Sébastien Migné, au-delà des mots : que révèle vraiment sa vision ?
Samedi 25 juillet 2026, sous le ciel du stade d’Akoakam à Oyem, j’ai eu le privilège, comme plusieurs gabonais , d’échanger avec le nouveau sélectionneur national des Panthères du Gabon, Sébastien Migné. Cet entretien a suivi les présentations faites par le président de la FEGAFOOT, Pierre Alain Mounguengui, qui m’a introduit auprès du technicien français en ces termes : « Je vous présente mon porte-parole. »
Ce n’est sans doute pas un hasard si ce premier contact avec le football gabonais s’est noué précisément à Oyem, en pleine finale du Championnat national U17. Avant même de jauger ses futurs cadres, Migné a choisi d’observer la relève. Un symbole qui ne trompe pas : sa profession de foi envers la jeunesse n’est pas un discours de circonstance, elle s’appuie sur ce qu’il vient tout juste de voir sur le terrain.
Cette étape franchie, notre échange s’est engagée. J’en tire plusieurs enseignements.
Premièrement, j’ai rencontré un stratège à la vision aussi prospective que pragmatique pour redresser le football gabonais. Il croit, sans réserve, au potentiel de nos footballeurs, et il ne s’en cache pas.
Deuxièmement, j’ai découvert un homme d’une grande humilité, à l’écoute attentive, active même. Il prend le temps d’entendre chacun, parle moins qu’il n’écoute, et a su, dès les premiers instants, instaurer un climat de confiance rare. Il l’a affirmé sans détour : il sera à l’écoute de tous. Fait révélateur, le pronom « je » se fait discret dans sa bouche, en dix minutes d’échange, c’est le « nous » qui domine, martelé avec conviction, comme une promesse de collectif.
Troisièmement, son esprit d’ouverture force le respect. Il compte sur l’ensemble des acteurs du football gabonais et défend une approche résolument inclusive. Ses mots : « Je suis ouvert à travailler avec tout le monde, dans la discipline, la confiance et le strict respect des règles. »

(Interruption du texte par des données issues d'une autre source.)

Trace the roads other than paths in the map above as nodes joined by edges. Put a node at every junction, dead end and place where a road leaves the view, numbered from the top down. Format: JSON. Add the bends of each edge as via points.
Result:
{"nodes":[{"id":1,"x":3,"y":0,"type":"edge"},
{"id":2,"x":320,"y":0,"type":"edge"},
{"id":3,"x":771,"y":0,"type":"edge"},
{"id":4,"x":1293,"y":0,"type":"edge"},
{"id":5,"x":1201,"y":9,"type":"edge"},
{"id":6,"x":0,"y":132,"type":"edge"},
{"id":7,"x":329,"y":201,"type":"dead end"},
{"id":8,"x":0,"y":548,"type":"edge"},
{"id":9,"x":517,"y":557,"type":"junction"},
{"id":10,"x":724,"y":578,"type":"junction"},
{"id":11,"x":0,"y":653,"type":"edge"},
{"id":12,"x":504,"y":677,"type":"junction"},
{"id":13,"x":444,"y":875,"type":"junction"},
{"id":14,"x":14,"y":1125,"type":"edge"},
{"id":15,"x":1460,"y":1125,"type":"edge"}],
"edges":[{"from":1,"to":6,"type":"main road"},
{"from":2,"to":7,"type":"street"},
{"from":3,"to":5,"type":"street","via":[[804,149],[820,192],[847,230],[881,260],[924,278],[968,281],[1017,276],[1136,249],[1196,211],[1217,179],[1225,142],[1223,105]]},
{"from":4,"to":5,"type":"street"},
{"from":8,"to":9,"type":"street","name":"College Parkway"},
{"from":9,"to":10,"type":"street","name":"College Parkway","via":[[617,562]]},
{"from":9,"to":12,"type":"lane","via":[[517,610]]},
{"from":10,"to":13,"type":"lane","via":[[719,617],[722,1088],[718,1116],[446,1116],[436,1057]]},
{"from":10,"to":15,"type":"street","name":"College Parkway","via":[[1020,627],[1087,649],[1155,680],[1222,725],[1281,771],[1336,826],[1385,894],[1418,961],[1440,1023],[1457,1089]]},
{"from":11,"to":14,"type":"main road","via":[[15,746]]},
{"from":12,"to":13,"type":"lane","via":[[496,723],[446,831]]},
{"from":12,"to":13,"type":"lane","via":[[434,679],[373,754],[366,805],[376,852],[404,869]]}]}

Quatrièmement, le professionnalisme, sans faille. Migné mesure pleinement l’ampleur du chantier qui l’attend. Plutôt que de brûler les étapes, il entend prendre le temps d’imposer sa vision et sa philosophie de jeu. Comme il me l’a confié, avec la sérénité d’un homme qui a déjà conduit ce genre de bataille : « Les choses se feront au fur et à mesure. »

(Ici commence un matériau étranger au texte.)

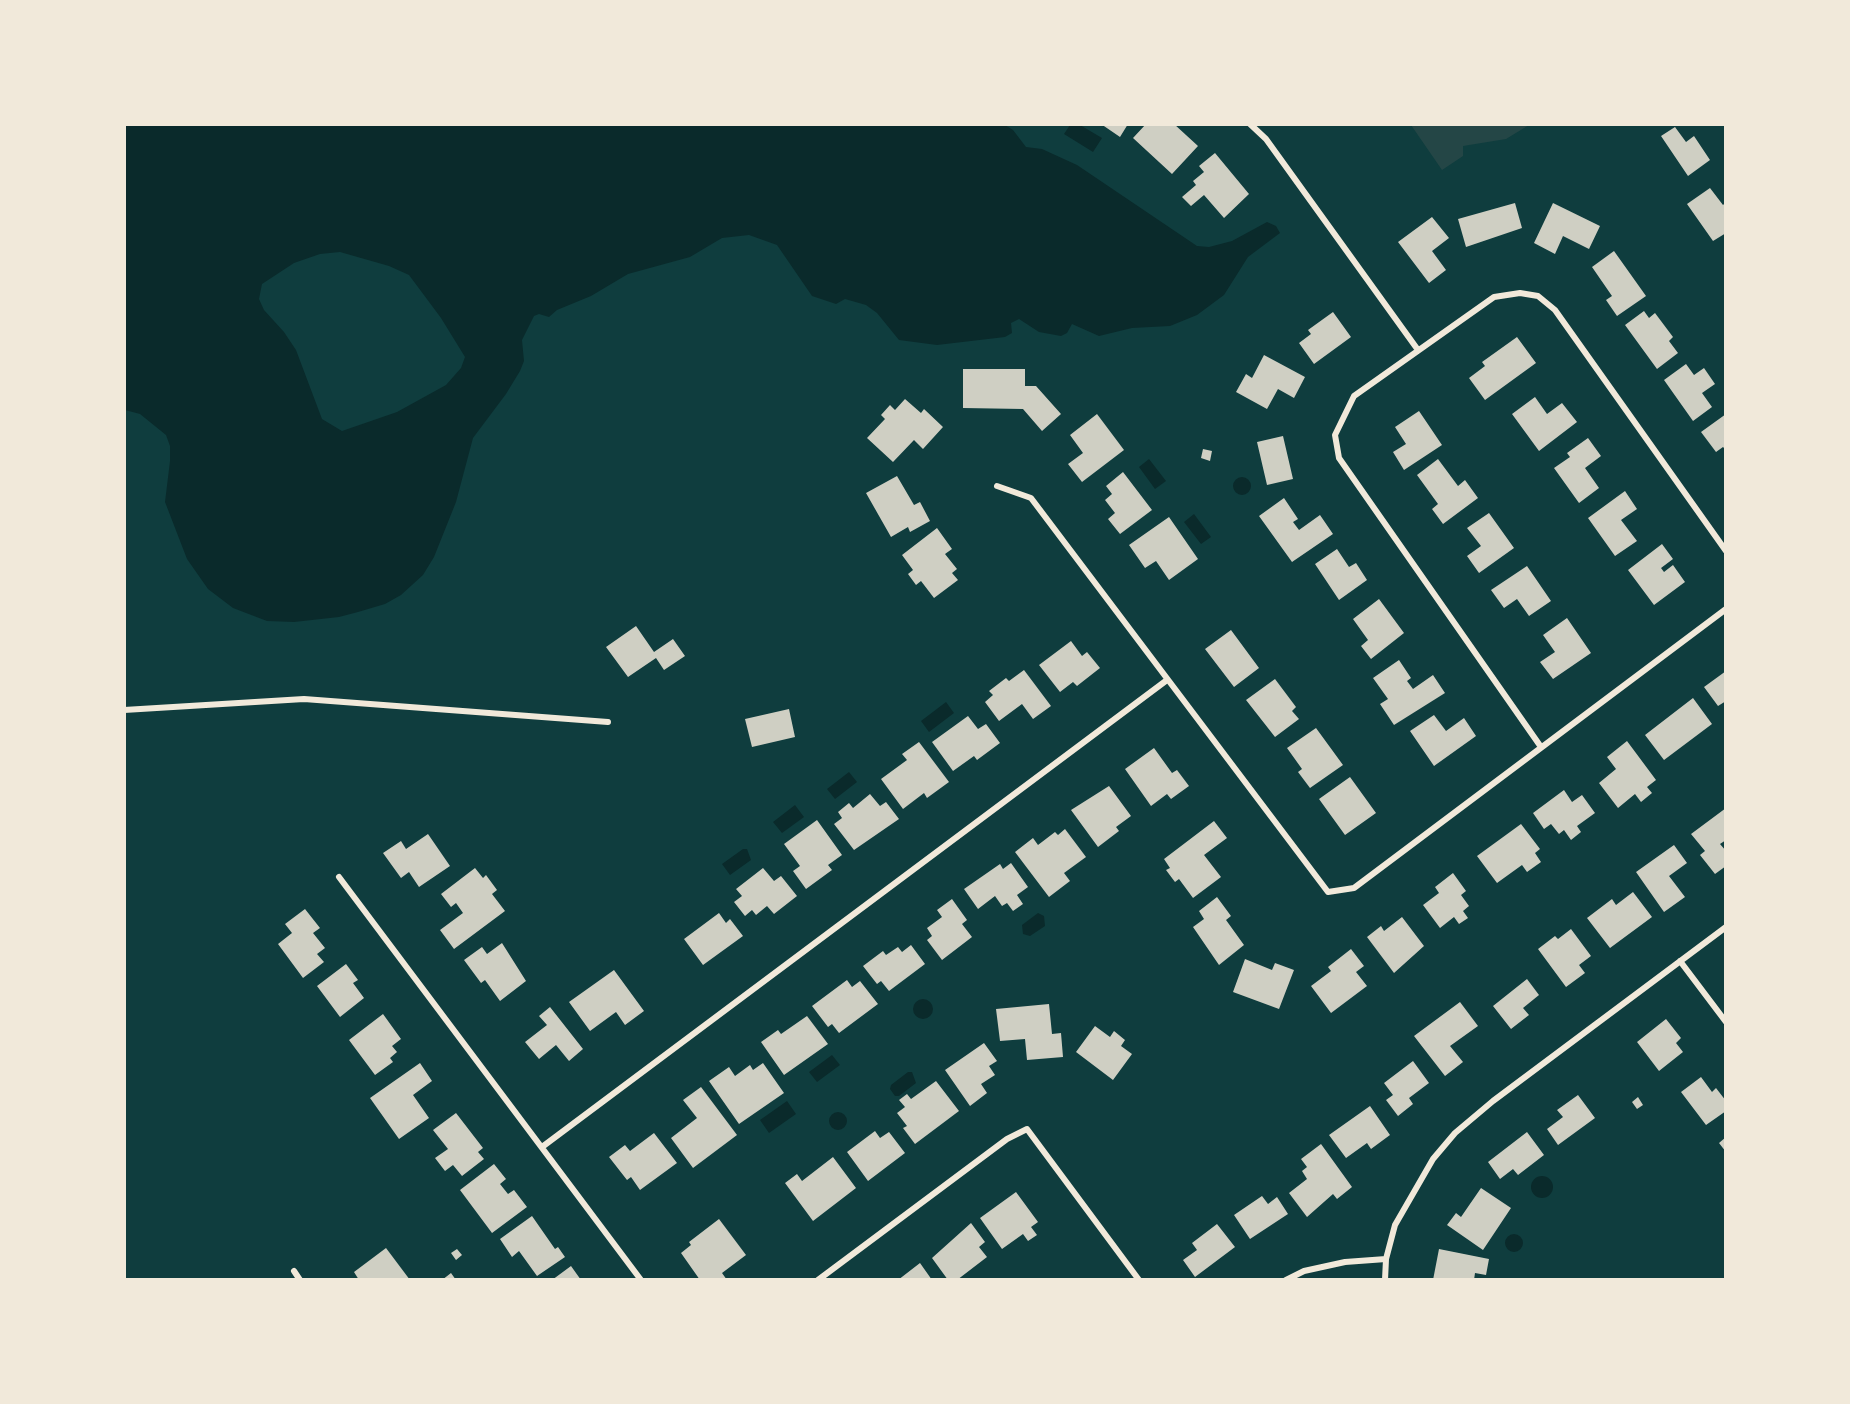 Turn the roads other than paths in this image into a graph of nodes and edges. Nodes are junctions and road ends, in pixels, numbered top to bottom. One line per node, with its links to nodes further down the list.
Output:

Cinquièmement, j’ai observé un technicien qui maîtrise déjà le contexte gabonais, son environnement sportif, ses forces, ses acteurs clés. Il défend une reconstruction de l’équipe nationale résolument tournée vers la formation et l’éclosion des jeunes talents.

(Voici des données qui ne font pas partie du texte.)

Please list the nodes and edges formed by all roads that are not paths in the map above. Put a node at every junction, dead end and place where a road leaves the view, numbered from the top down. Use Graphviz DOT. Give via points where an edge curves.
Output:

En définitive, ce qui retient surtout mon attention chez cet entraîneur, c’est sa détermination à vouloir diriger les Panthères, alors même qu’il était encore sous contrat avec Haïti. À cela s’ajoute une expérience africaine solide et éprouvée : passages remarqués au Cameroun, en RDC, au Congo, au Togo et au Kenya, autant de bancs de touche où il a appris à composer avec les réalités du continent.
Sa volonté est claire : inscrire son travail dans la durée pour bâtir une équipe compétitive, à l’heure où plusieurs cadres arrivent en fin de cycle. Il s’agit donc de renouveler l’effectif, avec une bonne dose de joueurs locaux, tout en misant résolument sur la jeunesse. C’est d’ailleurs précisément ce qui l’a conduit jusqu’à Oyem.
Reste désormais à voir comment cette vision prendra forme sur le rectangle vert, à l’approche des grands rendez-vous qui attendent les Panthères : CAN 2027 et éliminatoires du Mondial 2030. Mais une dynamique nouvelle semble déjà en marche. À Oyem, dans le regard de ces jeunes joueurs qu’il est venu observer, Sébastien Migné a peut-être aperçu les premières lueurs d’un renouveau. Le Gabon, avec lui, ne se contente pas de changer de sélectionneur : il se donne les moyens d’espérer, et de rêver à nouveau grand. L’histoire ne fait que commencer, et elle promet d’être belle.